━━ Material shown

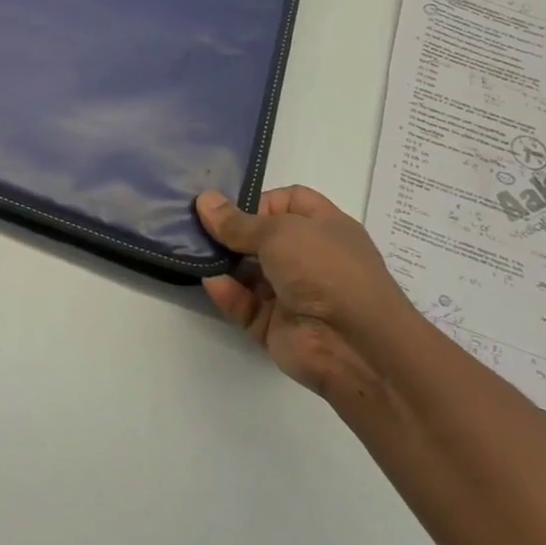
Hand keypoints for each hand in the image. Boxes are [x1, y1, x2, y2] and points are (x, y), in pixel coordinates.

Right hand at [195, 186, 416, 398]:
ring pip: (247, 272)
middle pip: (260, 237)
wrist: (354, 345)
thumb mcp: (279, 232)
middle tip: (193, 225)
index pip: (287, 202)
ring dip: (221, 262)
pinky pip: (243, 304)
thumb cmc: (325, 269)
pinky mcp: (274, 324)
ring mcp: (291, 293)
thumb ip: (237, 221)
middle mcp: (308, 258)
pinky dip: (226, 293)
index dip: (259, 200)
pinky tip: (210, 281)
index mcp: (324, 228)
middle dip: (228, 231)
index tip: (227, 207)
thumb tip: (203, 200)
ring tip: (191, 251)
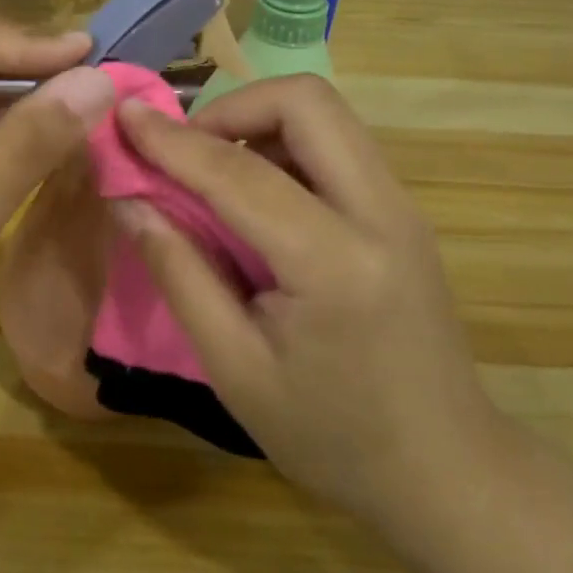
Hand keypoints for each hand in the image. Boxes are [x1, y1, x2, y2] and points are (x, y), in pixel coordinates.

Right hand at [110, 75, 503, 526]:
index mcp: (335, 262)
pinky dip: (285, 147)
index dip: (173, 141)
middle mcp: (381, 212)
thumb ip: (180, 273)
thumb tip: (130, 201)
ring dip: (259, 123)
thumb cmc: (331, 435)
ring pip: (325, 116)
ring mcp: (401, 207)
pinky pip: (337, 146)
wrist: (445, 470)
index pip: (240, 173)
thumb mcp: (235, 368)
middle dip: (231, 108)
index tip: (126, 116)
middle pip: (306, 102)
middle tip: (184, 152)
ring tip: (212, 174)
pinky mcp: (402, 213)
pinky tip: (256, 198)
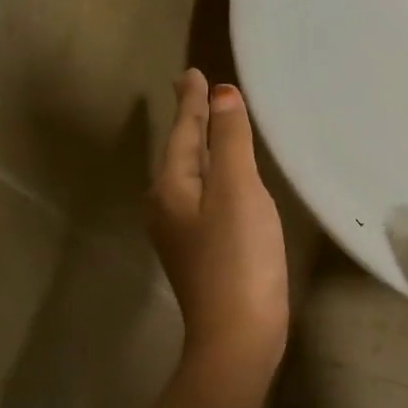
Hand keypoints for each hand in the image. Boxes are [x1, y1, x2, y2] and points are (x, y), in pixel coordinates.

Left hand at [148, 70, 288, 391]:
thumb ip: (231, 141)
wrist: (239, 334)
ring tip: (212, 128)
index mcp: (172, 188)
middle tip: (197, 91)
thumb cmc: (239, 257)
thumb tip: (222, 95)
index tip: (193, 73)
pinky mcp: (201, 252)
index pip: (184, 133)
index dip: (192, 102)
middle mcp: (168, 207)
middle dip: (191, 122)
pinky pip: (204, 198)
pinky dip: (215, 177)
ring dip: (202, 148)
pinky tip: (226, 182)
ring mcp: (182, 234)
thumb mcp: (238, 190)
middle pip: (182, 153)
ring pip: (191, 177)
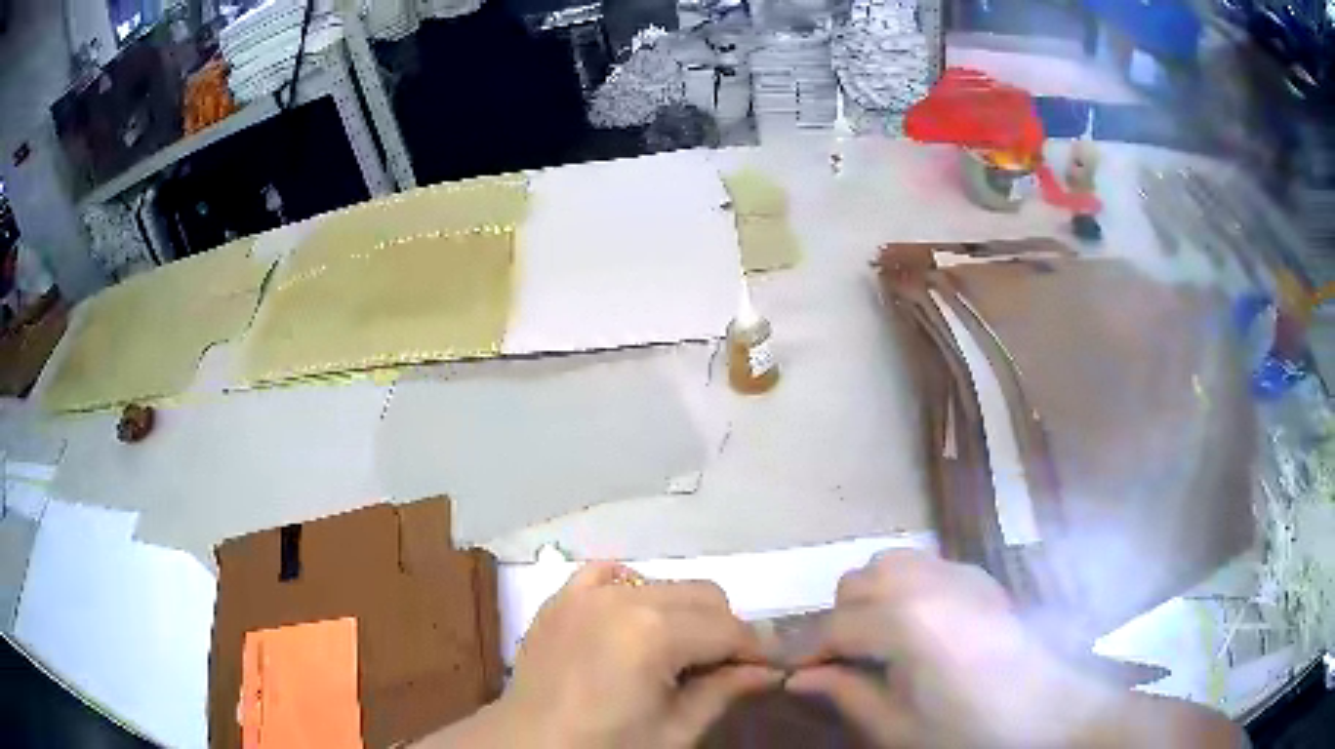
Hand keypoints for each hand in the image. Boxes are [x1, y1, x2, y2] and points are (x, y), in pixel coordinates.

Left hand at [430, 562, 780, 747]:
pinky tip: (631, 623)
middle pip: (705, 595)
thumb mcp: (675, 731)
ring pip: (666, 583)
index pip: (731, 628)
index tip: (767, 669)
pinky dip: (632, 592)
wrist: (528, 745)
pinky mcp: (563, 595)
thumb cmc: (606, 746)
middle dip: (723, 630)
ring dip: (683, 613)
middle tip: (718, 669)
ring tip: (673, 654)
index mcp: (654, 633)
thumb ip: (725, 691)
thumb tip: (769, 671)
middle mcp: (624, 597)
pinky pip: (611, 574)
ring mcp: (587, 591)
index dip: (757, 650)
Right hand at [787, 550, 1241, 748]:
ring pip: (891, 565)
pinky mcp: (981, 577)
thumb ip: (846, 695)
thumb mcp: (898, 728)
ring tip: (879, 643)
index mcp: (907, 622)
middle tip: (843, 663)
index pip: (833, 626)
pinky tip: (920, 631)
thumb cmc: (971, 731)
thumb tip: (801, 677)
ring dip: (872, 599)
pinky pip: (926, 568)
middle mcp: (930, 582)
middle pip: (858, 582)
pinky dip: (907, 590)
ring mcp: (960, 573)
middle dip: (840, 620)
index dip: (803, 650)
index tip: (785, 670)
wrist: (1049, 713)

━━━━

**Instructions for the task:** Pictures in the entries do not go into the copy. Print only the lines starting at the one containing "pinky mcp: (274, 324)" and ending at the one containing "pinky mcp: (201, 252)", exactly as they appear.

**Reply to the exercise:**
pinky mcp: (274, 324)
ring mcp: (291, 293)
thumb ip: (237, 221)
middle mcp: (308, 258)
pinky dip: (226, 293)
index dip: (259, 200)
pinky tip: (210, 281)
index mcp: (324, 228)
middle dip: (228, 231)
index tip: (227, 207)
thumb tip: (203, 200)
ring tip: (191, 251)
Hand keypoints for each hand in the image. Boxes are [x1, y1, x2, y2] and points are (x, y), in pixel coordinates.

Right hand at [110, 75, 503, 526]:
index mcp: (335, 262)
pinky dip: (285, 147)
index dip: (173, 141)
middle mcp: (381, 212)
thumb ip: (180, 273)
thumb tip: (130, 201)
ring dip: (259, 123)
thumb cmc: (331, 435)
ring pip: (325, 116)
ring mcp: (401, 207)
pinky pip: (337, 146)
wrist: (445, 470)
index pip: (240, 173)
thumb mcp: (235, 368)
middle dip: (231, 108)
index tip: (126, 116)
middle pip: (306, 102)
middle tip: (184, 152)
ring tip: (212, 174)
pinky mcp: (402, 213)
pinky tip: (256, 198)
Hand keypoints for each hand in the image. Boxes are [x1, y1, x2, y2] and points are (x, y), in pixel coordinates.

Left hand at [148, 70, 288, 391]:
thumb ip: (231, 141)
wrist: (239, 334)
ring tip: (212, 128)
index mcp: (172, 188)
middle tip: (197, 91)
thumb cmc: (239, 257)
thumb tip: (222, 95)
index tip: (193, 73)
pinky mcp: (201, 252)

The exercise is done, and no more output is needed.